Hi! My name is Alex Miller and I live in St. Louis. I write code for a living and currently work for
Hi Alex,
Good post. I feel your frustration at trying to convince devs that tests are a Good Thing. We are naturally skeptical types and don’t like having things pushed in our faces. However, if more devs would just try it and get that “feeling” I know they would be infected.
I also like your point about automation paying off. Every time I finally get around to automating something, I just wish I had done it sooner!
>I’ve spent a larger chunk of time than I care to admit >writing testing automation in some form or another. >Even so, I know that every time (and I mean 100%) >I’ve automated something, it paid for itself. Sometimes >it took weeks or months, but it ALWAYS paid for >itself. If you’re on the fence about whether to >automate something (database reset, integration >testing, test scripts, etc), then just do it and trust it’ll >be worth it.
Hi Alex,
I am glad you liked the Testivus idea.
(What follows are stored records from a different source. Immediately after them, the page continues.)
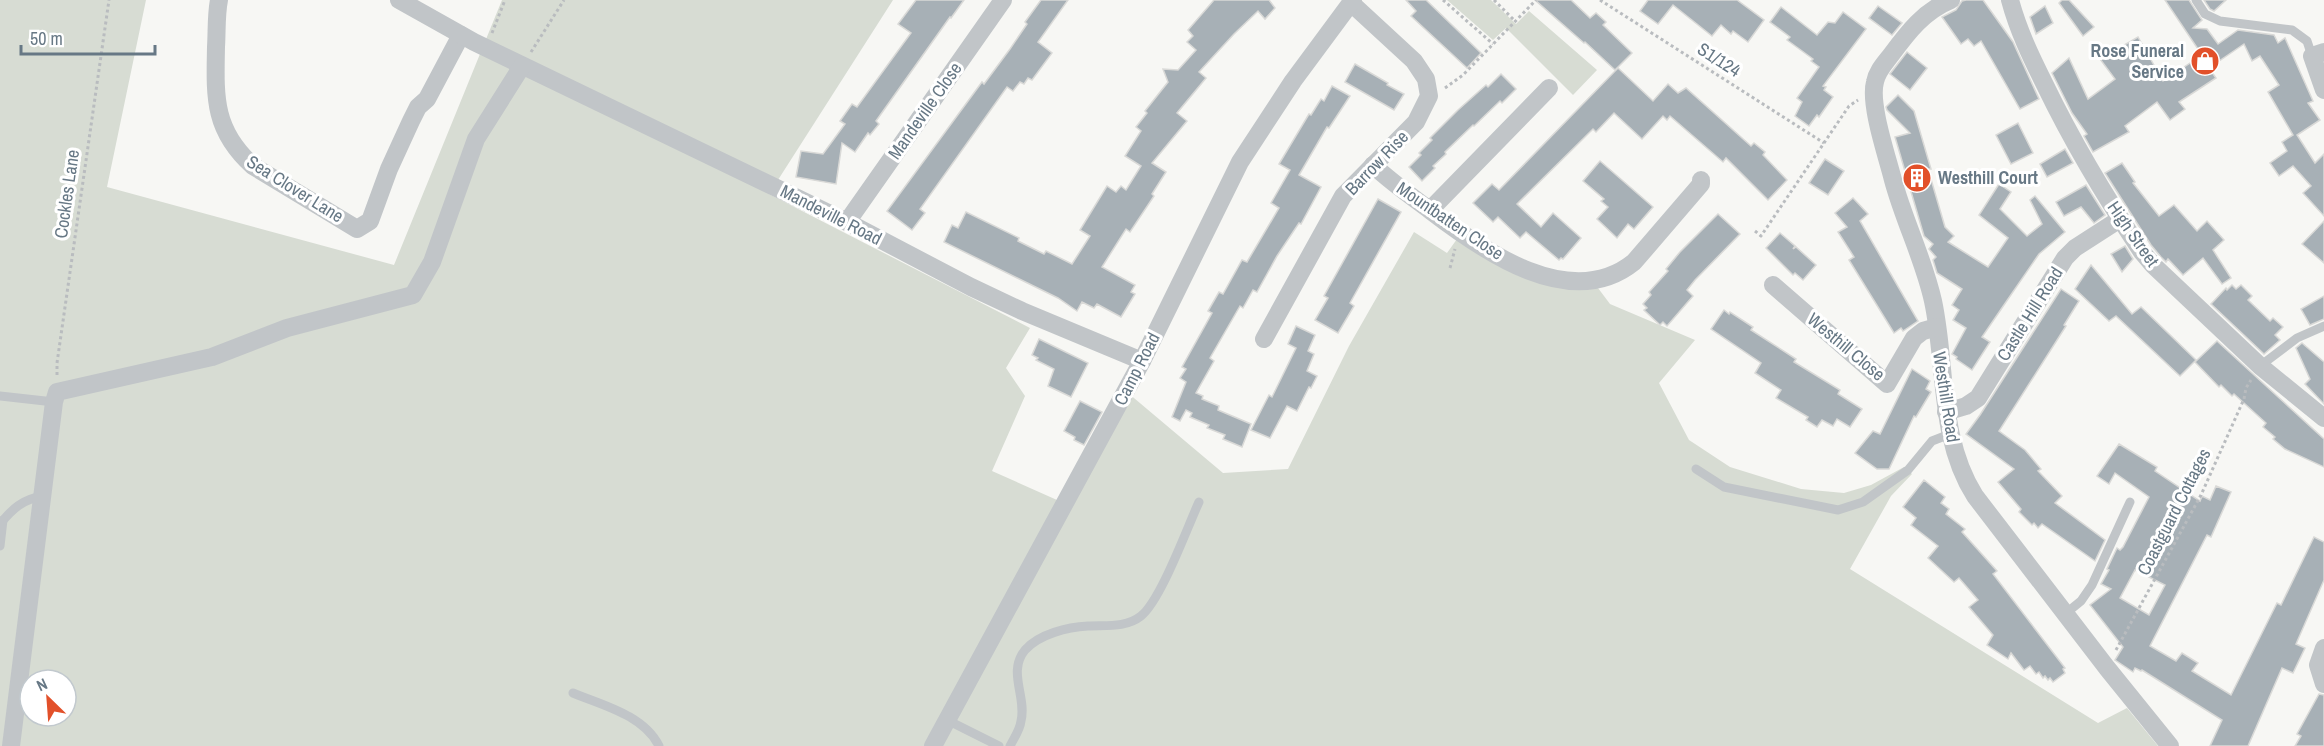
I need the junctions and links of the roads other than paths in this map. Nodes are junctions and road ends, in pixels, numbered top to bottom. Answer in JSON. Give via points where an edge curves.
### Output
{"nodes":[{"id":1,"x":219,"y":0,"type":"edge"},
{"id":2,"x":399,"y":0,"type":"edge"},
{"id":3,"x":1003,"y":0,"type":"edge"},
{"id":4,"x":2010,"y":0,"type":"edge"},
{"id":5,"x":2196,"y":0,"type":"edge"},
{"id":6,"x":1352,"y":1,"type":"edge"},
{"id":7,"x":1939,"y":2,"type":"edge"},
{"id":8,"x":461,"y":35,"type":"junction"},
{"id":9,"x":2318,"y":54,"type":"edge"},
{"id":10,"x":522,"y":66,"type":"junction"},
{"id":11,"x":1549,"y":88,"type":"dead end"},
{"id":12,"x":2324,"y":90,"type":"edge"},
{"id":13,"x":1373,"y":165,"type":"junction"},
{"id":14,"x":1701,"y":180,"type":"dead end"},
{"id":15,"x":1430,"y":210,"type":"junction"},
{"id":16,"x":2120,"y":219,"type":"junction"},
{"id":17,"x":847,"y":222,"type":"junction"},
{"id":18,"x":1773,"y":285,"type":"dead end"},
{"id":19,"x":2324,"y":326,"type":"edge"},
{"id":20,"x":1937,"y":327,"type":"junction"},
{"id":21,"x":1264,"y":339,"type":"dead end"},
{"id":22,"x":1142,"y":361,"type":"junction"},
{"id":23,"x":2260,"y":366,"type":"junction"},
{"id":24,"x":0,"y":396,"type":"edge"},
{"id":25,"x":56,"y":397,"type":"junction"},
{"id":26,"x":1947,"y":412,"type":"junction"},
{"id":27,"x":2324,"y":418,"type":"edge"},
{"id":28,"x":1950,"y":434,"type":"junction"},
{"id":29,"x":1696,"y":469,"type":"dead end"},
{"id":30,"x":43,"y":496,"type":"junction"},
{"id":31,"x":1199,"y":502,"type":"dead end"},
{"id":32,"x":2130,"y":502,"type":"dead end"},
{"id":33,"x":1,"y":522,"type":"edge"},
{"id":34,"x":0,"y":546,"type":"edge"},
{"id":35,"x":2065,"y":614,"type":"junction"},
{"id":36,"x":2324,"y":648,"type":"edge"},
{"id":37,"x":2324,"y":684,"type":"edge"},
{"id":38,"x":573,"y":693,"type":"dead end"},
{"id":39,"x":947,"y":720,"type":"junction"},
{"id":40,"x":10,"y":746,"type":"edge"},
{"id":41,"x":659,"y":746,"type":"edge"},
{"id":42,"x":933,"y":746,"type":"edge"},
{"id":43,"x":999,"y":746,"type":"edge"},
{"id":44,"x":1010,"y":746,"type":"edge"},
{"id":45,"x":2170,"y":746,"type":"edge"}],
"edges":[{"from":1,"to":8,"type":"street","name":"Sea Clover Lane","via":[[215,87],[228,138],[253,166],[357,229],[370,221],[418,106],[427,99]]},
{"from":2,"to":8,"type":"street"},
{"from":3,"to":17,"type":"street","name":"Mandeville Close"},
{"from":4,"to":16,"type":"street","name":"High Street","via":[[2017,26],[2056,108]]},
{"from":5,"to":9,"type":"lane","via":[[2205,14],[2220,21],[2292,30]]},
{"from":6,"to":13,"type":"street","name":"Barrow Rise","via":[[1414,61],[1426,79],[1429,96],[1416,122]]},
{"from":6,"to":22,"type":"street","name":"Camp Road","via":[[1240,162]]},
{"from":7,"to":20,"type":"street","name":"Westhill Road","via":[[1909,30],[1881,68],[1874,96],[1895,188],[1929,285]]},
{"from":8,"to":10,"type":"street"},
{"from":9,"to":12,"type":"street"},
{"from":10,"to":17,"type":"street","name":"Mandeville Road"},
{"from":10,"to":25,"type":"street","via":[[476,140],[432,262],[413,295],[287,328],[212,357]]},
{"from":11,"to":15,"type":"street"},
{"from":13,"to":15,"type":"street","name":"Mountbatten Close"},
{"from":13,"to":21,"type":"street","name":"Barrow Rise","via":[[1337,205]]},
{"from":14,"to":15,"type":"street","name":"Mountbatten Close","via":[[1635,262],[1614,274],[1587,281],[1551,277],[1496,256]]},
{"from":16,"to":23,"type":"street","name":"High Street","via":[[2153,265]]},
{"from":16,"to":26,"type":"street","name":"Castle Hill Road","via":[[2065,258],[1978,398]]},
{"from":17,"to":22,"type":"street","name":"Mandeville Road","via":[[991,297]]},
{"from":18,"to":20,"type":"street","name":"Westhill Close","via":[[1887,384],[1914,338]]},
{"from":19,"to":23,"type":"lane","via":[[2297,338]]},
{"from":20,"to":26,"type":"street","name":"Westhill Road"},
{"from":22,"to":39,"type":"street","name":"Camp Road"},
{"from":23,"to":27,"type":"street","name":"High Street"},
{"from":24,"to":25,"type":"lane"},
{"from":25,"to":30,"type":"street"},
{"from":26,"to":28,"type":"street","name":"Westhill Road"},
{"from":28,"to":29,"type":"lane","via":[[1932,441],[1908,470],[1863,502],[1838,510],[1724,487]]},
{"from":28,"to":35,"type":"street","name":"Westhill Road","via":[[1960,470],[1975,496]]},
{"from":30,"to":33,"type":"lane","via":[[28,498]]},
{"from":30,"to":40,"type":"street"},
{"from":31,"to":44,"type":"lane","via":[[1155,598],[1142,615],[1130,623],[1065,629],[1024,651],[1017,674],[1022,721]]},
{"from":32,"to":35,"type":"lane","via":[[2092,585]]},
{"from":33,"to":34,"type":"lane"},
{"from":35,"to":45,"type":"street","name":"Westhill Road"},
{"from":36,"to":37,"type":"street","via":[[2318,665]]},
{"from":38,"to":41,"type":"lane","via":[[645,727]]},
{"from":39,"to":42,"type":"street","name":"Camp Road"},
{"from":39,"to":43,"type":"lane"}]}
It did start as a sort of joke (could not resist to do something with the “Testivus for the rest of us” phrase), but behind it there’s some serious concern about the fact that most developers are scared off by TDD and some of the other, more dogmatic, movements.
Anyway, the reason I am writing to you is that you really hit the nail on the head when you said that EVERYTIME you’ve automated some tests it was worth your while. So, with your permission, I’d like to add that concept to the Manifestivus. I tried to capture the idea with testing karma, but your way is more explicit: test automation always pays off.
Thanks and happy coding/testing.
Alberto
Great post Alex. The “Testivus” post is excellent as well. Great find.
I’ve been thinking about what you said in regards to a TDD and if is a good thing or not. It seems like Web applications might make good candidates for TDD, because the underlying platform and architecture are well know and proven. Typical Web applications use the MVC design pattern and some combinations of service and data access layers. All of this is well know and understood by most developers. In these applications, it is really the business logic and domain model that need to be fleshed out. So it seems like TDD would work well here. However, for other applications where the underlying architecture has not been designed, I can see where TDD might not work or lead to poor design.
One more thought. In a business environment with a large number of Web applications, maybe because of the fact that the platform and architecture are well understood, I am willing to live with less than optimal design, in order to get a large number of tests and a high percentage of code coverage. I’m not sure I would make that compromise with other less understood, highly complex software.